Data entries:
::::::::
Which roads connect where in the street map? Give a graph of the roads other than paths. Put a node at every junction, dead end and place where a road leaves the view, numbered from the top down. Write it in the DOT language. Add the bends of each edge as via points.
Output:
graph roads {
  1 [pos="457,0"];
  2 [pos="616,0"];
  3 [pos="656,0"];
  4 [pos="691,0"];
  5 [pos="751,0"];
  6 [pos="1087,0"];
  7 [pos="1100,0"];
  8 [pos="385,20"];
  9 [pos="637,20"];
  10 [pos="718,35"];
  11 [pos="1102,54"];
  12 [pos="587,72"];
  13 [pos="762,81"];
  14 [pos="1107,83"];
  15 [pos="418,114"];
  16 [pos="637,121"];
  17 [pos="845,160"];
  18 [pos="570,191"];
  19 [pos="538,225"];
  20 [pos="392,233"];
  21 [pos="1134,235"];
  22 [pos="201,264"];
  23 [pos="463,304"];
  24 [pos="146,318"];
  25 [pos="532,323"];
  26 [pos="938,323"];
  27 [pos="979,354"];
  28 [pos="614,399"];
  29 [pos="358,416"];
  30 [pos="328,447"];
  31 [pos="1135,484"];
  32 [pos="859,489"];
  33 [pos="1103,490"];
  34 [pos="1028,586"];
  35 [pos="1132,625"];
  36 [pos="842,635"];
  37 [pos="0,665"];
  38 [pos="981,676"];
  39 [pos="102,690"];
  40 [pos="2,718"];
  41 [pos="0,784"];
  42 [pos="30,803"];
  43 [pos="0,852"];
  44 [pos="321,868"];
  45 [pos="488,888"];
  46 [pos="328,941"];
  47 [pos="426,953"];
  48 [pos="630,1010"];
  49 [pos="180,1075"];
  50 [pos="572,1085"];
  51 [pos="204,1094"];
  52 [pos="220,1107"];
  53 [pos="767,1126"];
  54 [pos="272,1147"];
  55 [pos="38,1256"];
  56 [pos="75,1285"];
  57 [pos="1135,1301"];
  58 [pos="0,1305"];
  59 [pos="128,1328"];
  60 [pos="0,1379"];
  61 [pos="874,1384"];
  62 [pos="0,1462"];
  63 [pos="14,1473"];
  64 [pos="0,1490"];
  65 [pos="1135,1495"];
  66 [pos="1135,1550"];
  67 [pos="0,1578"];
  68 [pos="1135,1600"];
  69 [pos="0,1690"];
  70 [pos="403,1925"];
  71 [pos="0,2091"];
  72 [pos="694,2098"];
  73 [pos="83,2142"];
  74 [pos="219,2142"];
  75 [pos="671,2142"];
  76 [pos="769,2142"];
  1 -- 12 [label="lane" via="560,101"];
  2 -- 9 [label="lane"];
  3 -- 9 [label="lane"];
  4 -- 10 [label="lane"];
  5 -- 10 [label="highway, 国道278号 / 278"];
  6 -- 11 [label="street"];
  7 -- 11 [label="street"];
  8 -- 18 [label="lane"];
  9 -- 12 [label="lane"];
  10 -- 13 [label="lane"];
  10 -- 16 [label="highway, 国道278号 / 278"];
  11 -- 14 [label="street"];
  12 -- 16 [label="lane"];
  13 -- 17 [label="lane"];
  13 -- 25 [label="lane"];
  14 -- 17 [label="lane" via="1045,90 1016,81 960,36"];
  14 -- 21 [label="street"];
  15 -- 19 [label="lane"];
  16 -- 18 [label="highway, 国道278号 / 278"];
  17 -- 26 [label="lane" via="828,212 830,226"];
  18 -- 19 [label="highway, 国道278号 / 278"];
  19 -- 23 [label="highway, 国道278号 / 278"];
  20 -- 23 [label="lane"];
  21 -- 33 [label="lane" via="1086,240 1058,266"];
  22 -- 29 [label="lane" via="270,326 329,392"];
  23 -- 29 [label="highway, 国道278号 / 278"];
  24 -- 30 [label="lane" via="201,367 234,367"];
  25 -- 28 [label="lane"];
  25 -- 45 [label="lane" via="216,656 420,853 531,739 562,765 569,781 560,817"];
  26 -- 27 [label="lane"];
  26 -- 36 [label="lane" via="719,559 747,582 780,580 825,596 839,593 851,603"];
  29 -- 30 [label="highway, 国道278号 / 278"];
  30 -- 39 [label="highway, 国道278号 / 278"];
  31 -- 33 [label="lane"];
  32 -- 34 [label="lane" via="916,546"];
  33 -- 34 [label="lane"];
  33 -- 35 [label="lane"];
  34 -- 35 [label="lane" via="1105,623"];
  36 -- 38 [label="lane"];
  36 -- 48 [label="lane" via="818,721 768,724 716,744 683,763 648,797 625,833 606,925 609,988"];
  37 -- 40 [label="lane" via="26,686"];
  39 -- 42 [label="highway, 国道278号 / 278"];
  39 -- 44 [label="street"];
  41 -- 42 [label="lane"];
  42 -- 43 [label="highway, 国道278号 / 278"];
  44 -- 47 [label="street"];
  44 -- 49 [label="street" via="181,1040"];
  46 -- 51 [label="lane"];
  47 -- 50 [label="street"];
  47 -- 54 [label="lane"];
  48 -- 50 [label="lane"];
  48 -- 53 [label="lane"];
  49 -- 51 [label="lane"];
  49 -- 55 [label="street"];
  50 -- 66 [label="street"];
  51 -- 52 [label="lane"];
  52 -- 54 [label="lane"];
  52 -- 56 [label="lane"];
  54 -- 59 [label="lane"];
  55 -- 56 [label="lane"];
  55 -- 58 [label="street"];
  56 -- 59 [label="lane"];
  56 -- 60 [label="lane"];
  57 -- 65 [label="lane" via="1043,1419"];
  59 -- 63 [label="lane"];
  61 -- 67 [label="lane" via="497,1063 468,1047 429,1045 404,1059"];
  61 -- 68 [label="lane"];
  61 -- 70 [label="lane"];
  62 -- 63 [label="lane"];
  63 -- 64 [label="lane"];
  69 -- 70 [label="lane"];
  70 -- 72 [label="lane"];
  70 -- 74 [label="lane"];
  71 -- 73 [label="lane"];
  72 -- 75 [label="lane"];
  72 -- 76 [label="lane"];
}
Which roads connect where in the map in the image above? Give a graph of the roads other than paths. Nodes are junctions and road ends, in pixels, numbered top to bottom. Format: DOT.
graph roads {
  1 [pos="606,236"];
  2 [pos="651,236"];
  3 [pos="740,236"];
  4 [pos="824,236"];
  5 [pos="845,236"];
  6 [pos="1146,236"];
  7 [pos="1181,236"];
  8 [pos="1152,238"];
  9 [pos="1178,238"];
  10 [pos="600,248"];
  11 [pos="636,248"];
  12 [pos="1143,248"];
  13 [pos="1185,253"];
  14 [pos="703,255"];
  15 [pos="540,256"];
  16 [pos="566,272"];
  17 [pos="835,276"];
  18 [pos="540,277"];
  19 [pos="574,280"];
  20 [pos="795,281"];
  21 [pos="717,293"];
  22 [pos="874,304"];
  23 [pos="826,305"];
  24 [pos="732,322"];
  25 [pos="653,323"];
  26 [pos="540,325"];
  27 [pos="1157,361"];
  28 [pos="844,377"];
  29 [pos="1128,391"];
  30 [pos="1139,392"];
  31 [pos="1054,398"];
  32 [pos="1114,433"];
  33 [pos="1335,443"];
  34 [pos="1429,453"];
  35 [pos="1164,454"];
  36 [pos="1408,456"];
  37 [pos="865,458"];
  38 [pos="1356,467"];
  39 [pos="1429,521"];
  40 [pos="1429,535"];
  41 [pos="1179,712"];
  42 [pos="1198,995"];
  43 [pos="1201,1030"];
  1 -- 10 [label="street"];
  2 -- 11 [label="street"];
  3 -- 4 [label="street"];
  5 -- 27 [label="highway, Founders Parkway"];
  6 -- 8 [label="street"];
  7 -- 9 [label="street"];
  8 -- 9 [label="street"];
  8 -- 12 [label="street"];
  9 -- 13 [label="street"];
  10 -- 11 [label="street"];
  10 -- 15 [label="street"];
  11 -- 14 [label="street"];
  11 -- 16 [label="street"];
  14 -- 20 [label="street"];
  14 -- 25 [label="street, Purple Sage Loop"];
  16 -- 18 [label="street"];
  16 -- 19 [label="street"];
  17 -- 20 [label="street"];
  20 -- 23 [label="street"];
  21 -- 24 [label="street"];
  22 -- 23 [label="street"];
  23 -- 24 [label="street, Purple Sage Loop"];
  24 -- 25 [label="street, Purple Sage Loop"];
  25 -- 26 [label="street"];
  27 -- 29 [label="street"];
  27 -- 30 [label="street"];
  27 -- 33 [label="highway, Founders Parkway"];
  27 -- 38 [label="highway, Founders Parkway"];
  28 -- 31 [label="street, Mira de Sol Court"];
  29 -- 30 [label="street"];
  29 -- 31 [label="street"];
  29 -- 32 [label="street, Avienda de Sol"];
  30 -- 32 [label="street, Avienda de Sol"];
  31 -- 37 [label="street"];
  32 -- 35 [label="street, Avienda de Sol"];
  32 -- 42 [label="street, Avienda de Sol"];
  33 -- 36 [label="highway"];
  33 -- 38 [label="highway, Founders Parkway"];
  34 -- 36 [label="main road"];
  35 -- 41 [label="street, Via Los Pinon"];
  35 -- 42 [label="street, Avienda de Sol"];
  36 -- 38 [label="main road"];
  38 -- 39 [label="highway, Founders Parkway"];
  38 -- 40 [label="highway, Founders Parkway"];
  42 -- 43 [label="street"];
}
::::::::
## WORK TO COMPLETE
Tally the lines of the data that contain the string "Parkway" and report the total alone.

## ANSWER SECTION
6